# Question whether to Chip or Firewood??



## Haulinwood (Oct 13, 2012)

Another question from you know who. I know stump grinding very well, and more and more been asked to trim or remove trees. Basically my thoughts were to have anything from 6" or larger to be cut into 16" pieces for firewood. I have been watching a few Youtube videos on these chippers and noticed that most if not all these guys are chipping almost everything? Is this just promotions for the chipper? Is it better to chip or cut for firewood? I cannot believe that the chipper blades are cheap nor they are getting much life chipping 18-22" trees, maybe I am wrong? What do you guys do? Is firewood a waste of time? More money in chips?
Sorry for all the questions, but someone has to keep you guys on your toes!!
Thanks for any and all replies.
Haulinwood.


----------



## formationrx (Oct 13, 2012)

*...*

it depends on the job... most of the time i chip everything that will fit in the chipper (its faster)... sometimes people want the wood... i always ask about their hearth size, if they want it stacked, etc... all this is made clear before the job starts and the price is set... as for the blades if you keep em sharp its not really an issue... i carry extra sets with me and sharpen them myself...


----------



## sgreanbeans (Oct 13, 2012)

We chip everything under 8". I mess with firewood a bit, I heat with wood, so I am always carting home the good stuff and dudes are always looking for free wood, so I give the other junk away, that I dont want. I have made decent money with selling split firewood, but I only sell full loads, I dont mess with the peeps who "how much for a trunk load" or "I want to have a bon-fire tonight, how much for that"


----------



## imagineero (Oct 13, 2012)

Depends on your operation....

If you're running a medium size company and have a large truck and 18" or bigger chipper with a full time crew, then it just doesn't work out to be worth your time to mess with firewood. Some guys do it on the side, if they have land... and use the down time of their crew to split and stack, or mostly to give the crew something to do in quieter times in winter (delivering wood). You obviously need to have land though. For myself, I chip everything. Trees up to about 4'~5' in diameter get ripped and chipped. It's quicker than you might think. I don't get may trees over 5' any more, and when I do I price them high enough that I don't win them.

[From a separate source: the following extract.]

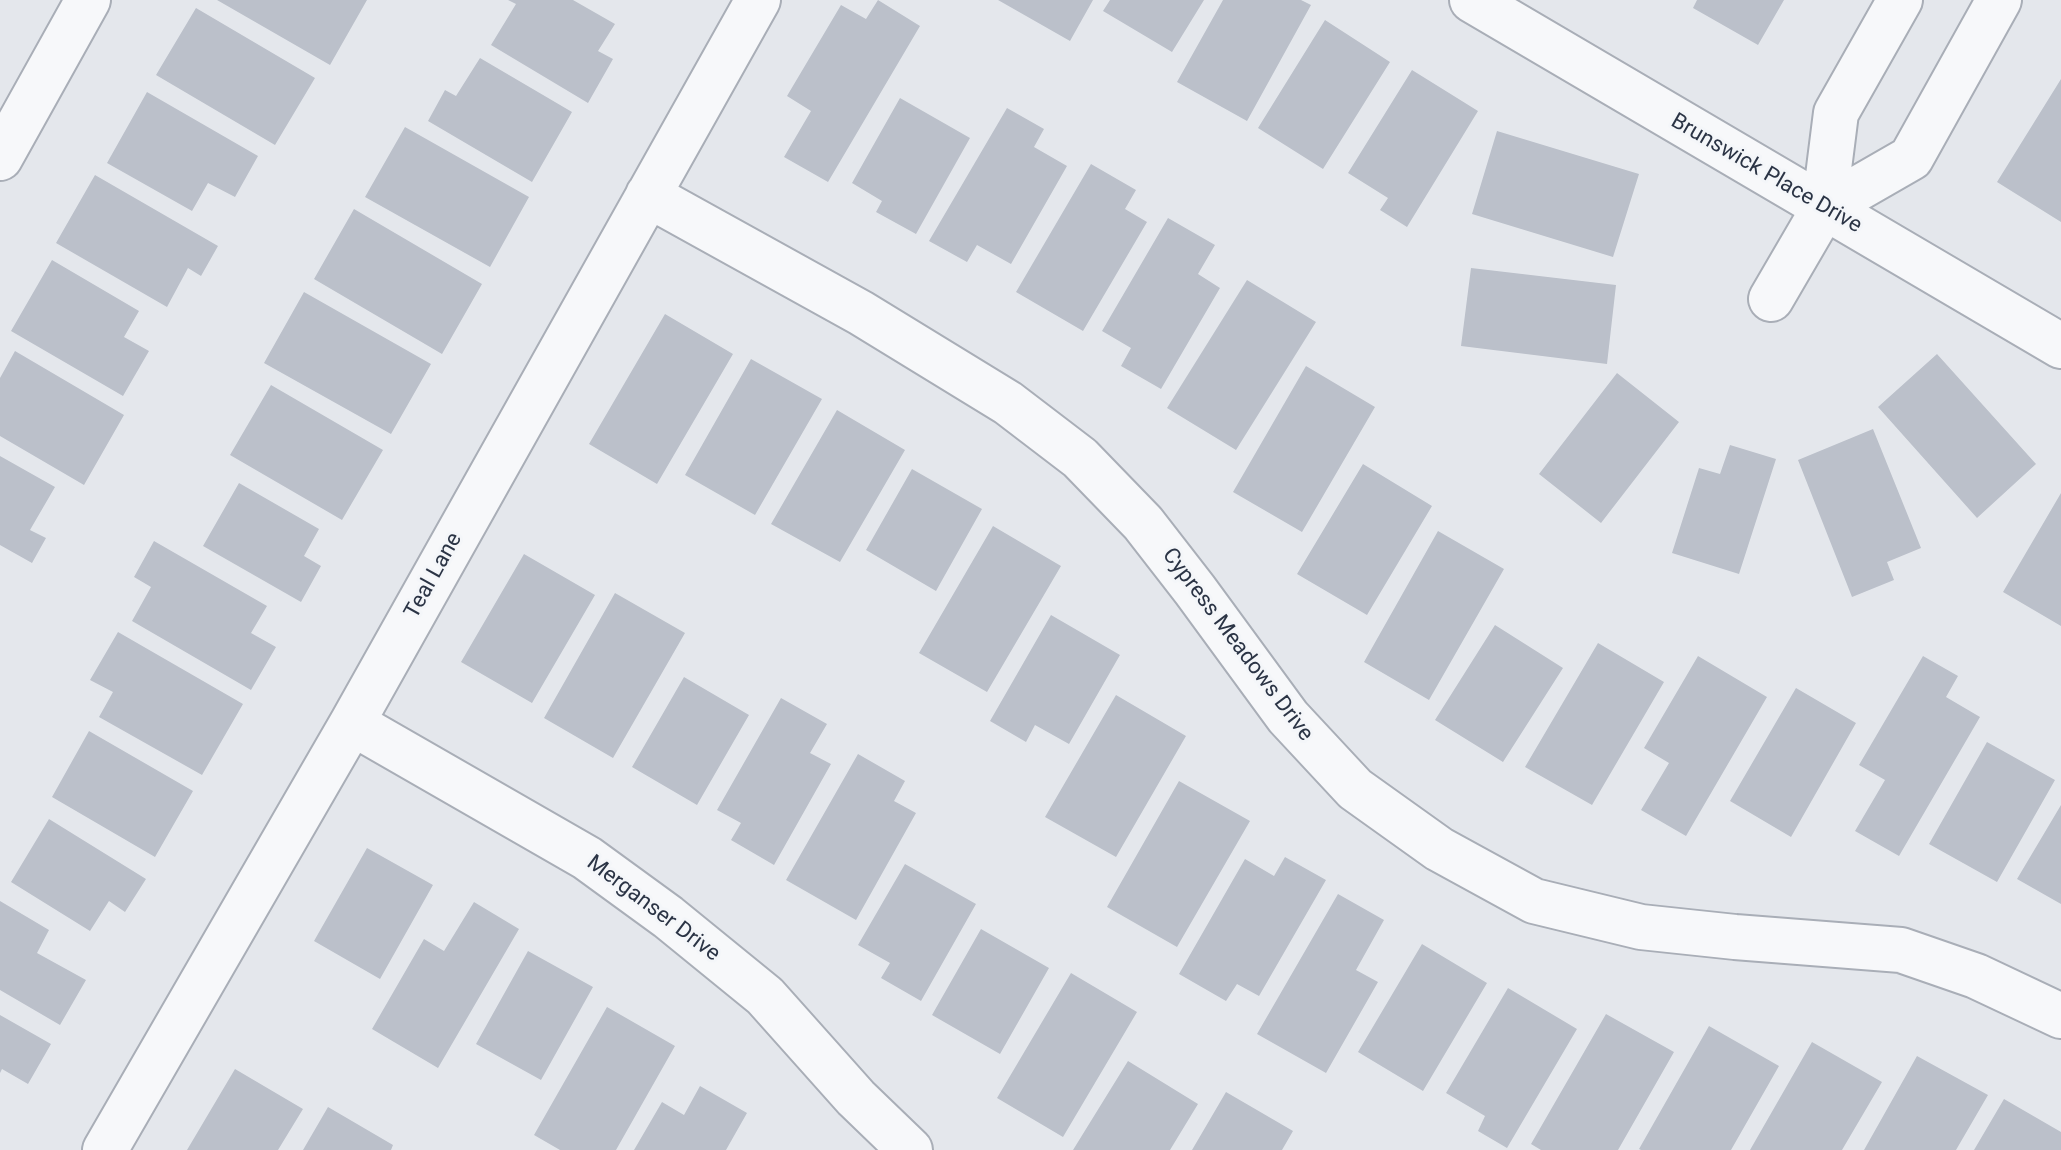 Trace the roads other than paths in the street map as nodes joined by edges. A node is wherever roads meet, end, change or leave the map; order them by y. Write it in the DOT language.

If you run a small time show and have a small chipper (or no chipper at all) then how you get rid of wood becomes a different story. Most of these guys have plenty of time, and their time isn't worth much. They may chip the brush if they have a 9" chipper, and try to give away the rest as firewood, or convince the owner to keep it. If you don't have a chipper at all, then you're probably loading it all on to a trailer and slashing it up which is very time consuming. You're then either taking it home and burning it in a big slash pile, or paying to dump it. Either way, getting rid of it as firewood (even for free) is going to save you money. You're wasting a lot of time dealing with the wood this way though. 

To put it into perspective, a small crew and truck/chipper needs to bring in minimum $2000/day. You can chip most big trees in an hour or less, the whole lot. Which means you can crank out 2 or 3 jobs a day without too much effort. 3 good size jobs might bring in $3k~$4k for the day which is a nice profit. If you've got the crew there, sawing, splitting.... it's all money lost. If you're running a one man band with a trailer, you may not have a backlog of work, or a lot of 'by-the-hour' costs, so if it takes you an extra half day to get rid of the wood but saves you some money, then that day was more profitable for you. Pretty tiring though.

Shaun


----------



## fearofpavement (Oct 13, 2012)

The above answers were good ones. Firewood is a byproduct and not much value if you have a lot of it. Chips are worth even less. (nothing in most cases) Most tree services are happy to dump them anywhere they will be accepted if they don't have to haul them far.

The key, as stated, is to get rid of what has to be removed from a job site in a way that will be the most financially beneficial to the company. In most cases, firewood isn't worth the labor unless it's your own labor or you have a strong market for it.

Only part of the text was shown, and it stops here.